- [WHAT YOU SHOULD DO]: Please return all of the records verbatim, with the pictures omitted.

- [GIVEN RECORDS]:
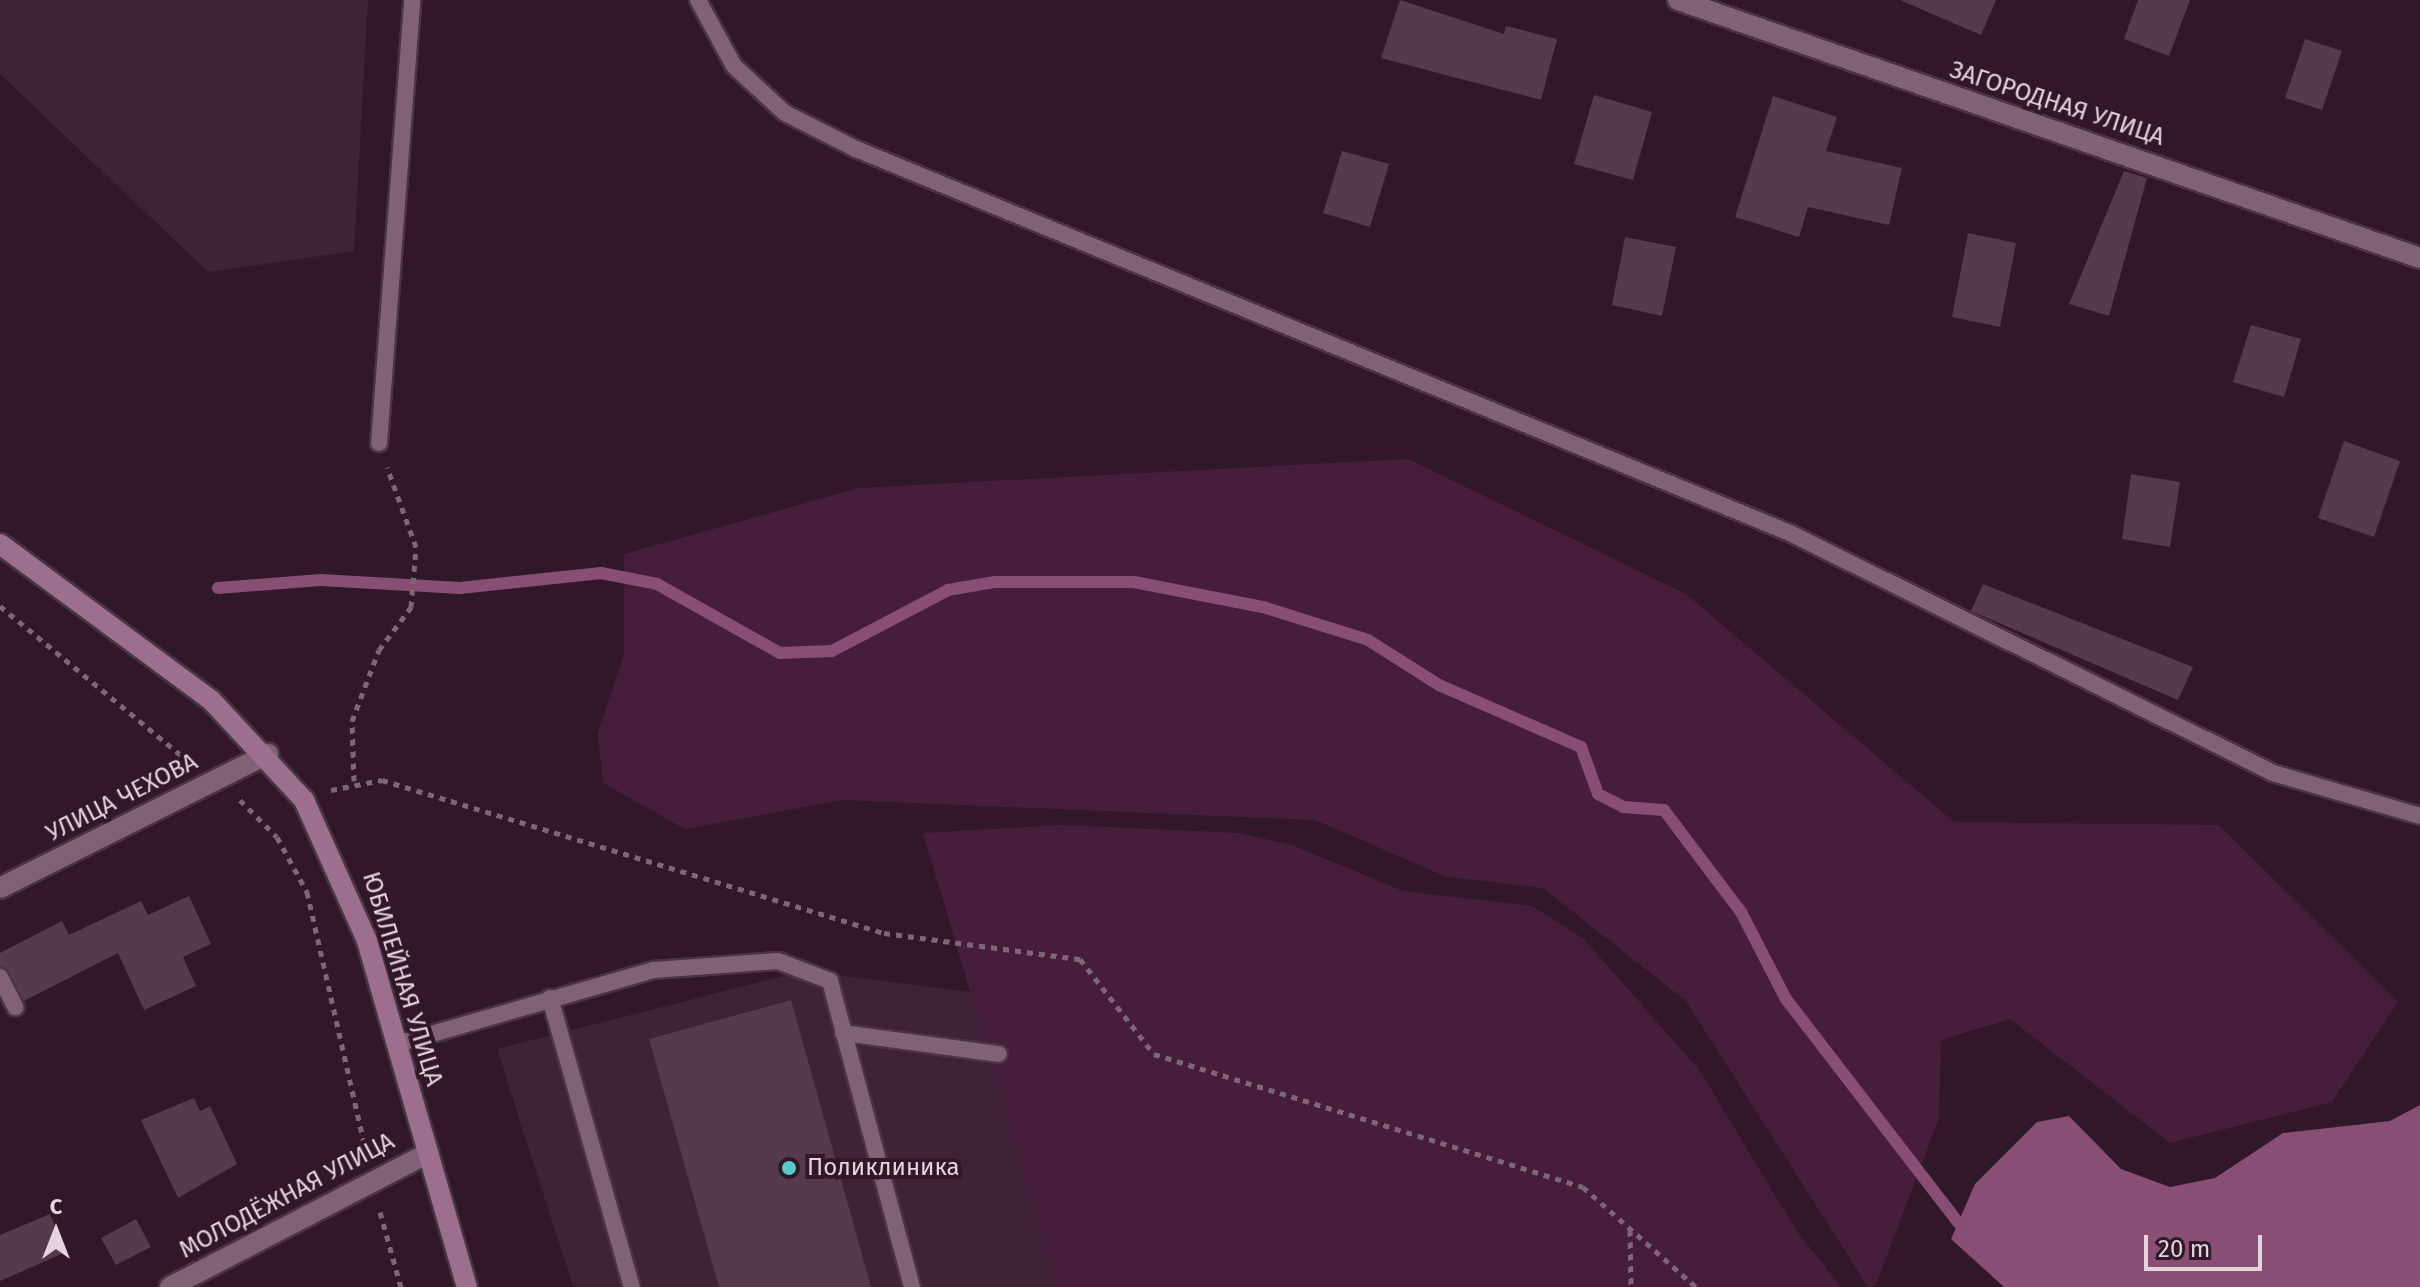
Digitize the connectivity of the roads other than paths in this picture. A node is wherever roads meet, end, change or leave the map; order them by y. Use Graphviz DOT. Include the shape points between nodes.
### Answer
graph roads {
  1 [pos="412,0"];
  2 [pos="698,0"];
  3 [pos="1678,0"];
  4 [pos="2420,258"];
  5 [pos="379,443"];
  6 [pos="0,544"];
  7 [pos="268,754"];
  8 [pos="2420,816"];
  9 [pos="0,888"];
  10 [pos="0,977"];
  11 [pos="550,998"];
  12 [pos="15,1007"];
  13 [pos="843,1033"];
  14 [pos="397,1044"];
  15 [pos="999,1054"];
  16 [pos="428,1153"];
  17 [pos="170,1287"];
  18 [pos="467,1287"];
  19 [pos="632,1287"];
  20 [pos="912,1287"];
  1 -- 5 [label="lane"];
  2 -- 8 [label="lane" via="734,66 785,113 856,149 1790,533 2273,773"];
  3 -- 4 [label="street, ЗАГОРОДНАЯ УЛИЦА"];
  6 -- 7 [label="main road, ЮБИЛЕЙНАЯ УЛИЦА" via="211,700"];
  7 -- 9 [label="street, УЛИЦА ЧЕХОВА"];
  7 -- 14 [label="main road, ЮБИЛЕЙНАЯ УЛИЦА" via="304,800 338,863"];
  10 -- 12 [label="lane"];
  11 -- 13 [label="lane" via="654,970 778,961 830,981"];
  11 -- 14 [label="lane"];
  11 -- 19 [label="lane"];
  13 -- 15 [label="lane"];
  13 -- 20 [label="lane"];
  14 -- 16 [label="main road, ЮБИЛЕЙНАЯ УЛИЦА"];
  16 -- 17 [label="street, МОЛОДЁЖНАЯ УЛИЦА"];
  16 -- 18 [label="main road, ЮБИЛЕЙНАЯ УЛИЦА"];
}
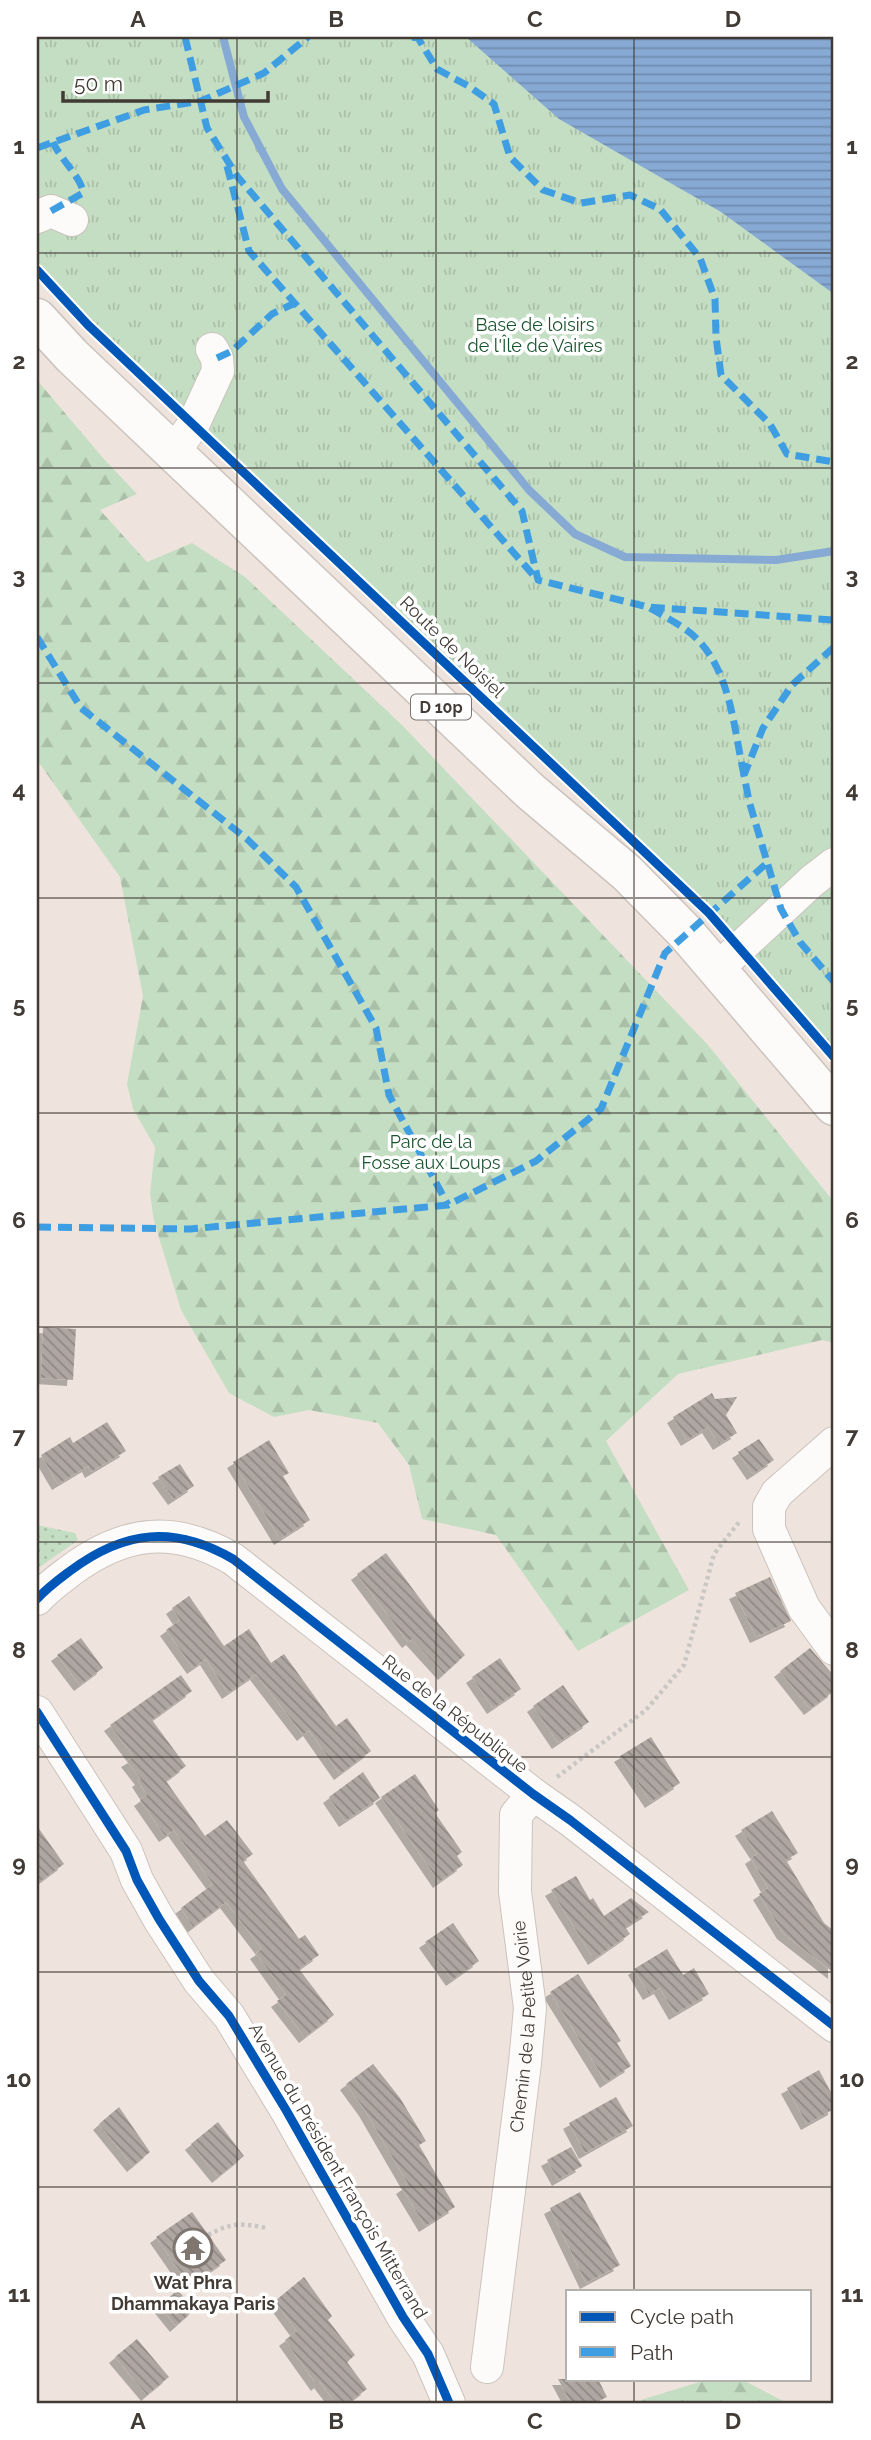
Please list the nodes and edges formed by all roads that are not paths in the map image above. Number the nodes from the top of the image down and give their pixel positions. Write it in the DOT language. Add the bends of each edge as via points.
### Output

- [EXPECTED OUTPUT]:
Digitize the connectivity of the roads other than paths in this picture. A node is wherever roads meet, end, change or leave the map; order them by y. Use Graphviz DOT. Include the shape points between nodes.
### Answer
graph roads {
  1 [pos="412,0"];
  2 [pos="698,0"];
  3 [pos="1678,0"];
  4 [pos="2420,258"];
  5 [pos="379,443"];
  6 [pos="0,544"];
  7 [pos="268,754"];
  8 [pos="2420,816"];
  9 [pos="0,888"];
  10 [pos="0,977"];
  11 [pos="550,998"];
  12 [pos="15,1007"];
  13 [pos="843,1033"];
  14 [pos="397,1044"];
  15 [pos="999,1054"];
  16 [pos="428,1153"];
  17 [pos="170,1287"];
  18 [pos="467,1287"];
  19 [pos="632,1287"];
  20 [pos="912,1287"];
  1 -- 5 [label="lane"];
  2 -- 8 [label="lane" via="734,66 785,113 856,149 1790,533 2273,773"];
  3 -- 4 [label="street, ЗАГОРОДНАЯ УЛИЦА"];
  6 -- 7 [label="main road, ЮБИЛЕЙНАЯ УЛИЦА" via="211,700"];
  7 -- 9 [label="street, УЛИЦА ЧЕХОВА"];
  7 -- 14 [label="main road, ЮБИЛЕЙНАЯ УЛИЦА" via="304,800 338,863"];
  10 -- 12 [label="lane"];
  11 -- 13 [label="lane" via="654,970 778,961 830,981"];
  11 -- 14 [label="lane"];
  11 -- 19 [label="lane"];
  13 -- 15 [label="lane"];
  13 -- 20 [label="lane"];
  14 -- 16 [label="main road, ЮБИЛЕЙНАЯ УЛИЦА"];
  16 -- 17 [label="street, МОЛОДЁЖНАЯ УЛИЦА"];
  16 -- 18 [label="main road, ЮБИЛЕЙНАЯ УЛИЦА"];
}
Please list the nodes and edges formed by all roads that are not paths in the map image above. Number the nodes from the top of the image down and give their pixel positions. Write it in the DOT language. Add the bends of each edge as via points.
### Output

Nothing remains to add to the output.